楊行舞看着遠處不動的山,緩緩開口道:“他們生活得那麼幸苦,看似是命不好,其實是制度不友好。”
周禾感覺雲裡霧裡的。
“過重的賦稅,讓這群人沒有辦法累計一點财富,才會在厄運來臨的時候,一點辦法都沒有,而資源分配的不均,人人自危,每個人隻能關注自己的事,你沒有發現嗎?賦稅太重了,而大部分人除了埋頭在那一畝三分地,沒有機會去找别的賺錢的營生,賺不到錢,又不願意花錢,手工者和小商販賺不到錢,幾乎是一個單循環,長久以來,這樣薄弱的鍊條,任何一個卡扣的崩壞,都很容易讓整個社會崩潰。”
“你說什麼呢?我怎麼感覺怪怪的?”
楊行舞又靠回去,封建社會的小農經濟,自給自足,很難讓市場合理的循環起來,生産力低下,而普通人唯一能夠逆天改命的機會,隻有念書考官,或者走一些歪門邪道,但無論哪一條,都是千萬人過獨木橋,極少人能夠走過去。
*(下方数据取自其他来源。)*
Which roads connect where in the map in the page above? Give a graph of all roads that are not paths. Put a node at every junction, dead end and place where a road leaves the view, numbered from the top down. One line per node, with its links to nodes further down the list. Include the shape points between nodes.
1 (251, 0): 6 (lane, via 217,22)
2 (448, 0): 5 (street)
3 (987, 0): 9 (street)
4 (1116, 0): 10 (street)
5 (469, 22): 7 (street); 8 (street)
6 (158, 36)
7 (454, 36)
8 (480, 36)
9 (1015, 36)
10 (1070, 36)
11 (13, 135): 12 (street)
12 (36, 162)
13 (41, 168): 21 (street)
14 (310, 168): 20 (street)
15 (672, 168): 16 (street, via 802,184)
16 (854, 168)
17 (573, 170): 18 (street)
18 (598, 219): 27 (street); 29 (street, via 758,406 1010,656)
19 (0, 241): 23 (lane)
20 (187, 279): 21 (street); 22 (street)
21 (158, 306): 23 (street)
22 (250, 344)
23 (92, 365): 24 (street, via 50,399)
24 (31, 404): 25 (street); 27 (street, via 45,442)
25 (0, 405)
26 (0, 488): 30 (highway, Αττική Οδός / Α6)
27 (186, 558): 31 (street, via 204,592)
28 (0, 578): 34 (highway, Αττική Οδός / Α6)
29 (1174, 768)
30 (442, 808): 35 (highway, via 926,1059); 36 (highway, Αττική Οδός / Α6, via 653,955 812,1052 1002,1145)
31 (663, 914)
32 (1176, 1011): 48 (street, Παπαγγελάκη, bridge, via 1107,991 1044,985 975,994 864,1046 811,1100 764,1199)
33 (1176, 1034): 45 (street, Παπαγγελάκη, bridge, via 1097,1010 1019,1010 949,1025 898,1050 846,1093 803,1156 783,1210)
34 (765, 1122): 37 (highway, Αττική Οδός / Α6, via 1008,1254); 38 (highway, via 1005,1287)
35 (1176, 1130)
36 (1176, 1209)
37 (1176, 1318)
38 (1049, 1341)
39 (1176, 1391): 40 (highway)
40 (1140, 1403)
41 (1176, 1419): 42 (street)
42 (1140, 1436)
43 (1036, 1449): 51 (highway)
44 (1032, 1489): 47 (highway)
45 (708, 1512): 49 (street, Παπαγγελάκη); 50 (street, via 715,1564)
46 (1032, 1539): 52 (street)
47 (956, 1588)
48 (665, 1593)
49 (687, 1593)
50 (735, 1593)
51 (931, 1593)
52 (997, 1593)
以前這些都是書本上的内容,如今到了這裡,她才真的感受到了這些話的意義。
一個如此龐大的社會,如果想要讓人民把生活過得多姿多彩,那必定是得從制度這一根源去改變的。
隻是她一個農家女,如今溫飽都是問題,又能如何去改變什麼呢?還是好好的賣她的東西,能夠保持自己吃飽穿暖,找到機會回到屬于自己世界才是唯一真道理。
楊行舞閉上眼睛,在馬車的一搖一晃中迷迷糊糊的睡個午覺。